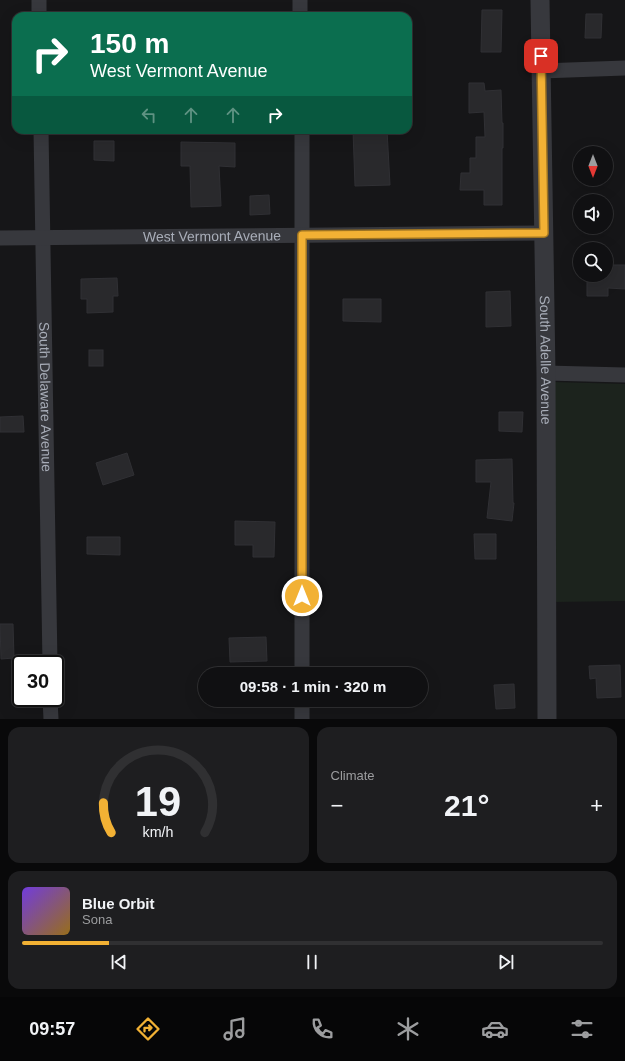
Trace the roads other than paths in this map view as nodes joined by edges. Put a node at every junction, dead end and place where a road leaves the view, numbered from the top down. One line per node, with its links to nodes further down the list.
1 (39, 0): 4 (street)
2 (300, 0): 5 (street)
3 (540, 0): 7 (street, South Adelle Avenue)
4 (39, 12)
5 (300, 12)
6 (625, 68): 7 (street)
7 (541, 70): 10 (street, South Adelle Avenue)
8 (41, 134): 12 (street, South Delaware Avenue)
9 (302, 134): 11 (street)
10 (544, 233): 11 (street, West Vermont Avenue); 14 (street, South Adelle Avenue)
11 (302, 235): 12 (street, West Vermont Avenue); 17 (street)
12 (44, 237): 13 (street, West Vermont Avenue); 16 (street, South Delaware Avenue)
13 (0, 238)
14 (546, 373): 15 (street); 22 (street, South Adelle Avenue)
15 (625, 375)
16 (50, 655)
17 (302, 667)
18 (50, 707): 20 (street)
19 (302, 707): 21 (street)
20 (51, 719)
21 (302, 719)
22 (547, 719)

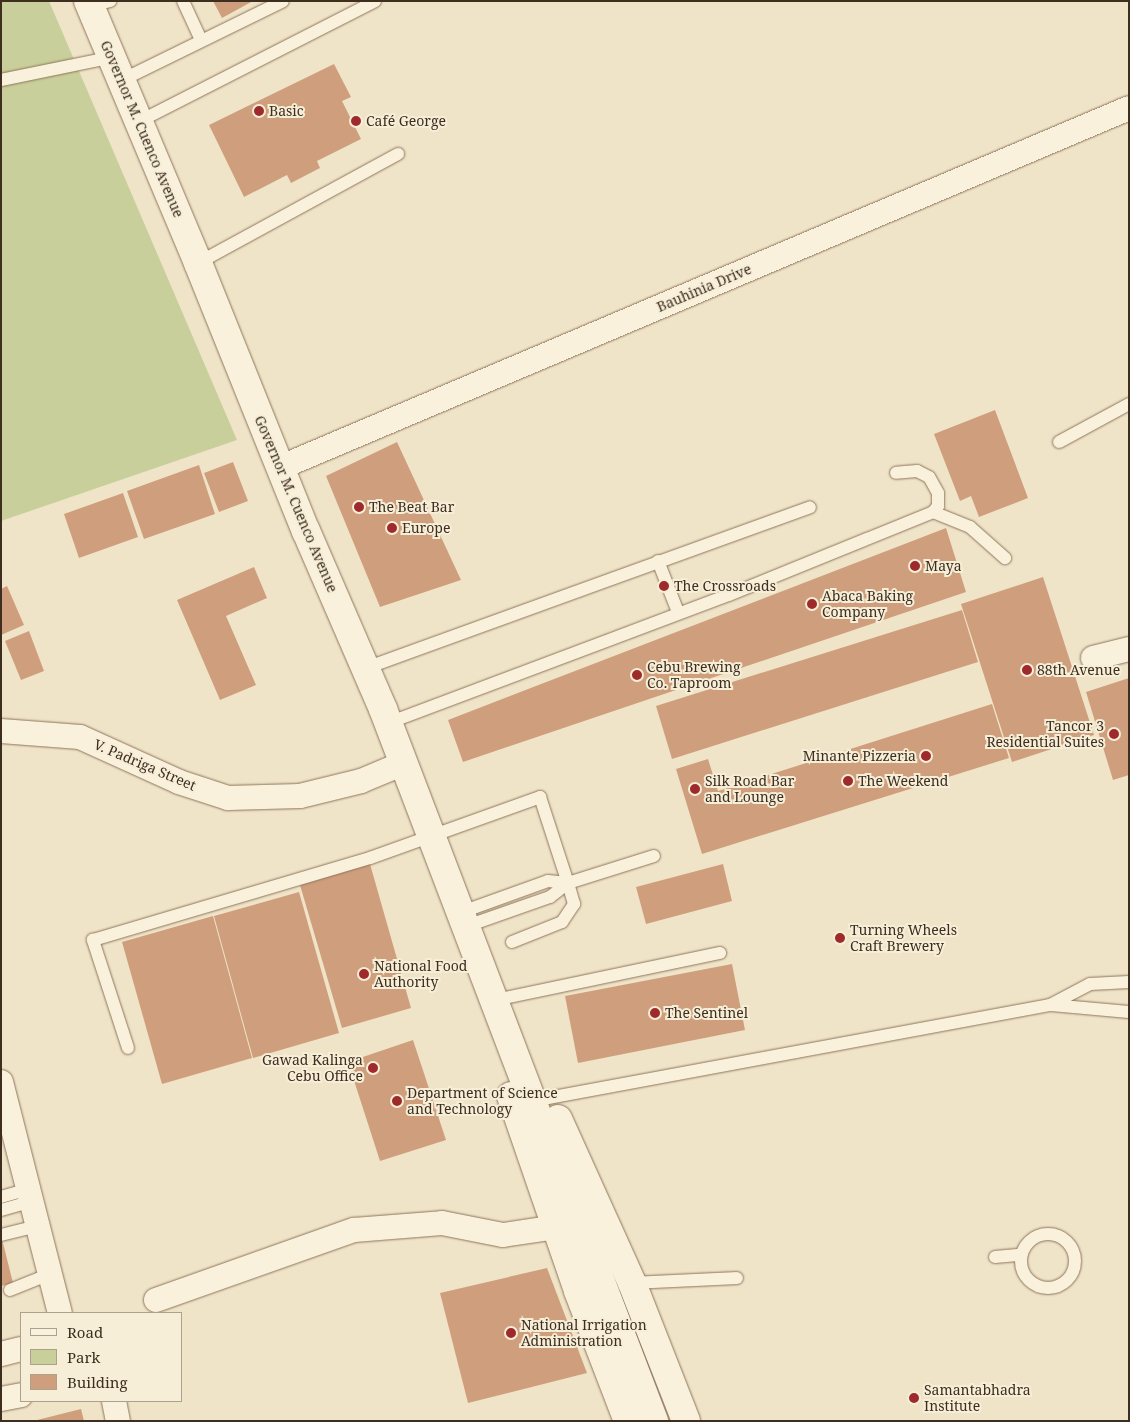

== == ==

*Exercise prompt*: Output every entry above exactly, minus the pictures.

*Result of the exercise*:
Trace the roads other than paths in this map view as nodes joined by edges. Put a node at every junction, dead end and place where a road leaves the view, numbered from the top down. One line per node, with its links to nodes further down the list.
1 (39, 0): 4 (street)
2 (300, 0): 5 (street)
3 (540, 0): 7 (street, South Adelle Avenue)
4 (39, 12)
5 (300, 12)
6 (625, 68): 7 (street)
7 (541, 70): 10 (street, South Adelle Avenue)
8 (41, 134): 12 (street, South Delaware Avenue)
9 (302, 134): 11 (street)
10 (544, 233): 11 (street, West Vermont Avenue); 14 (street, South Adelle Avenue)
11 (302, 235): 12 (street, West Vermont Avenue); 17 (street)
12 (44, 237): 13 (street, West Vermont Avenue); 16 (street, South Delaware Avenue)
13 (0, 238)
14 (546, 373): 15 (street); 22 (street, South Adelle Avenue)
15 (625, 375)
16 (50, 655)
17 (302, 667)
18 (50, 707): 20 (street)
19 (302, 707): 21 (street)
20 (51, 719)
21 (302, 719)
22 (547, 719)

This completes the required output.